Though the SVC only opened this week, it's been in the planning stages for five years. Back in the winter of 1971, when it first was going to be something more substantial than pictures on a piece of paper, library director Robert Wagenknecht began talking to people around town about his hopes for a new department devoted solely to the history of Springfield and the territory around it. A committee of the Sangamon County Historical Society was put together to give advice, and a name—the "Sangamon Valley Collection"—was chosen.

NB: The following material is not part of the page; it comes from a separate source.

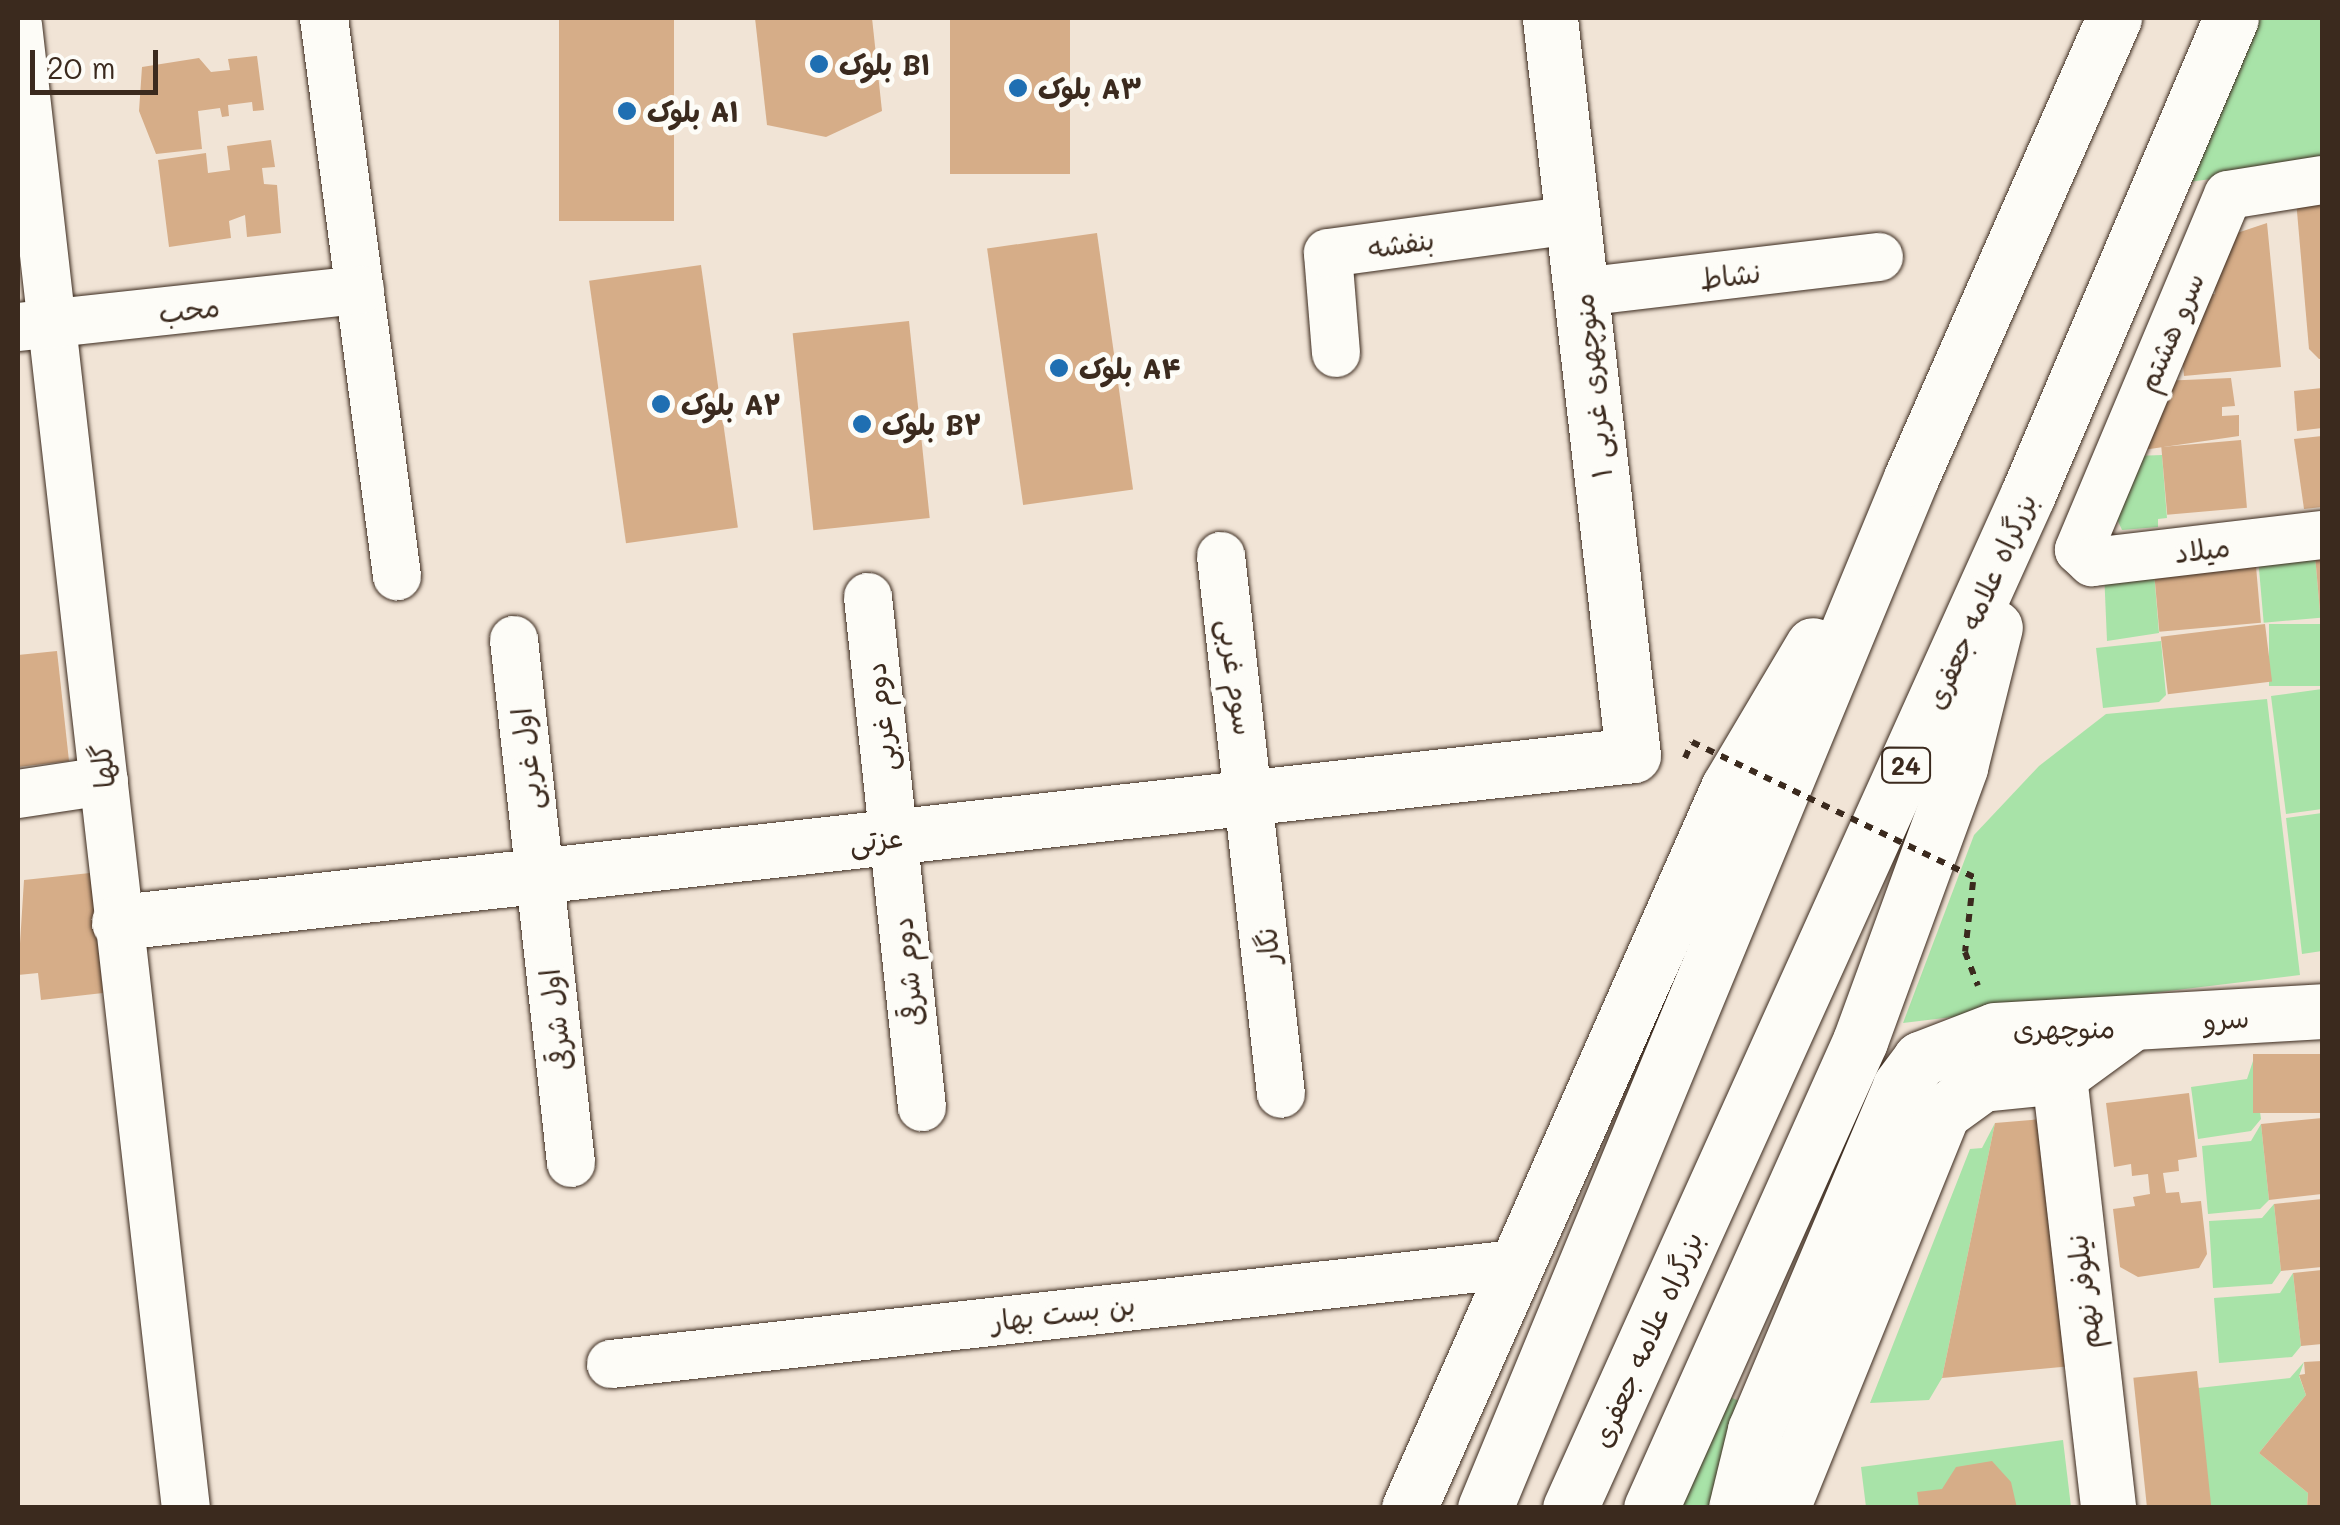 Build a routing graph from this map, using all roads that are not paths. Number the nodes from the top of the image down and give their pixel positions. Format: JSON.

The outlines of the new collection were clear early on. It would be limited to material about Sangamon County and "contiguous lands." It would not include material about Lincoln, Douglas, or others who are the focus of other established collections. It would place few restrictions on the age or medium of collectible items; in the words of an advisory committee memo, the collection would include "the broadest range of material relating to the people, places, institutions, and episodes . . . both well-known and obscure, ancient and modern." And it would be accessible to as many people as possible.
* * *
In the months before the SVC got a full-time director, the advisory committee made many of the decisions about what the shape of the collection would be. It voted "yes" on accepting a gift from Dr. Floyd Barringer of an indenture document signed by Robert Pulliam, the county's first white settler, "no" to an offer to sell some letters of Vachel Lindsay because "nothing in the Lindsay manuscripts related to Springfield or the Sangamon Valley."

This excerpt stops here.